Mechanisms of Lung Ischemia-Reperfusion Injury and Donor Lung Rehabilitation by Ex Vivo Lung Perfusion

Lung transplantation remains the only curative hope for many with end-stage pulmonary disease. Despite significant research advancements over the past decade, graft function and patient survival post-transplantation remain the poorest of all solid organs of transplantation. The success of lung transplantation is limited by a significant donor organ shortage and the inherent threat of ischemia-reperfusion (IR) injury.
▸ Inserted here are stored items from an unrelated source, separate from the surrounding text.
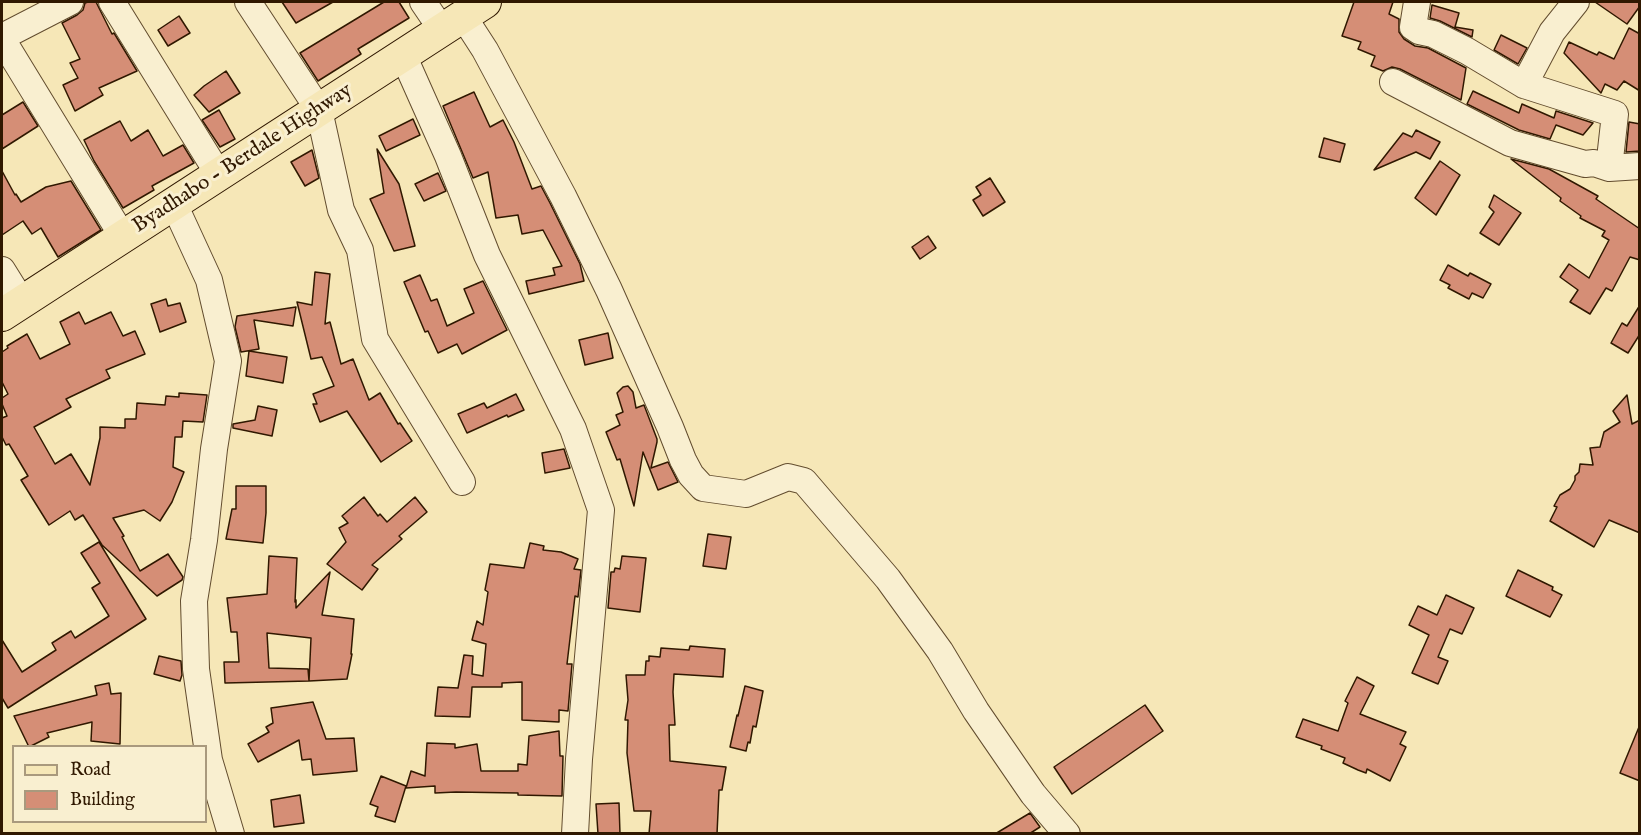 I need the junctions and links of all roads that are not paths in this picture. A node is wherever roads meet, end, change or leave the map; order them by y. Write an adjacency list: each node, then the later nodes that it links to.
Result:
1 (70, 2): 8 (street)
2 (112, 2): 15 (street)
3 (248, 2): 12 (street)
4 (423, 2): 7 (street)
5 (1417, 2): 11 (street)
6 (1576, 2): 11 (street)
7 (463, 16): 9 (main road, Byadhabo - Berdale Highway); 25 (street)
8 (2, 38): 17 (street)
9 (404, 55): 12 (main road, Byadhabo - Berdale Highway); 24 (street)
10 (1393, 82): 14 (street)
11 (1524, 85): 14 (street)
12 (319, 110): 15 (main road, Byadhabo - Berdale Highway); 20 (street)
13 (1640, 166): 14 (street)
14 (1609, 168)
15 (219, 175): 16 (main road, Byadhabo - Berdale Highway)
16 (174, 204): 17 (main road, Byadhabo - Berdale Highway); 21 (street)
17 (123, 237): 19 (main road, Byadhabo - Berdale Highway)
18 (2, 270): 19 (street)
19 (12, 309)
20 (462, 482)
21 (207, 745)
22 (207, 747): 23 (street)
23 (231, 834)
24 (575, 834)
25 (1067, 834)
Prior study in our lab has demonstrated that invariant natural killer T (iNKT) cells are mediators of lung IR injury through the production of IL-17, an established pro-inflammatory cytokine. Cellular signaling mechanisms in the proximal regulation of iNKT cells, however, remained previously undefined. Thus, the initial focus of study was to evaluate the contributions of macrophages and dendritic cells in lung IR injury pathogenesis. This focus of study was accomplished through the adoption of a diphtheria-toxin receptor transgenic murine model of selective cellular depletion and subsequent IR injury by hilar clamp ischemia and reperfusion. Herein we demonstrate that pulmonary macrophages mediate IR injury independent of dendritic cells. Further, IL-23p19 production from macrophages is implicated as a potential target for IR injury prevention with IL-23p19 ligand knock-out resulting in decreased functional lung injury.

Pharmacologic strategies to modulate inflammation within lung IR injury were explored targeting sphingosine 1-phosphate receptor activation, a ubiquitous component of cellular membranes that mediates cellular survival, endothelial cell integrity, and immune cell trafficking and function through five distinct G-protein coupled receptors (S1PR1-5). We accomplished this therapeutic strategy through the adoption of a novel compound, VPC-01091, which acts as a S1PR1 agonist and S1PR3 antagonist and implicate S1PR1 agonism as a promising strategy for lung IR injury prevention in a murine model of lung IR.

Finally, ex vivo lung perfusion (EVLP) was developed and evaluated within both a murine and pre-clinical porcine model of lung IR injury and transplantation. This technique is presented as a promising strategy for donor lung rehabilitation and assessment. Additionally, adenosine 2A receptor agonism directed pharmacologic treatment was adopted as a strategy for EVLP-mediated rehabilitation of donation after circulatory death (DCD) lungs, as this represents a potential solution to the current global donor organ shortage. The composite of these studies provides pharmacologic and perfusion-based strategies for successful donor lung treatment, while also elucidating alterations in genetic pathway activation that may provide prognostic implications for donor organ selection and allocation.

Collectively, these studies contribute novel mechanistic understanding for the early cellular mediators involved in the acute response to lung IR injury. We also demonstrate promising therapeutic strategies for successful DCD lung transplantation through both pharmacologic and perfusion-based treatment strategies. Together these findings address the inherent challenges of IR injury and a donor organ shortage that threaten the success of lung transplantation, offering foundational principles for the advancement of this treatment for many with end-stage pulmonary disease.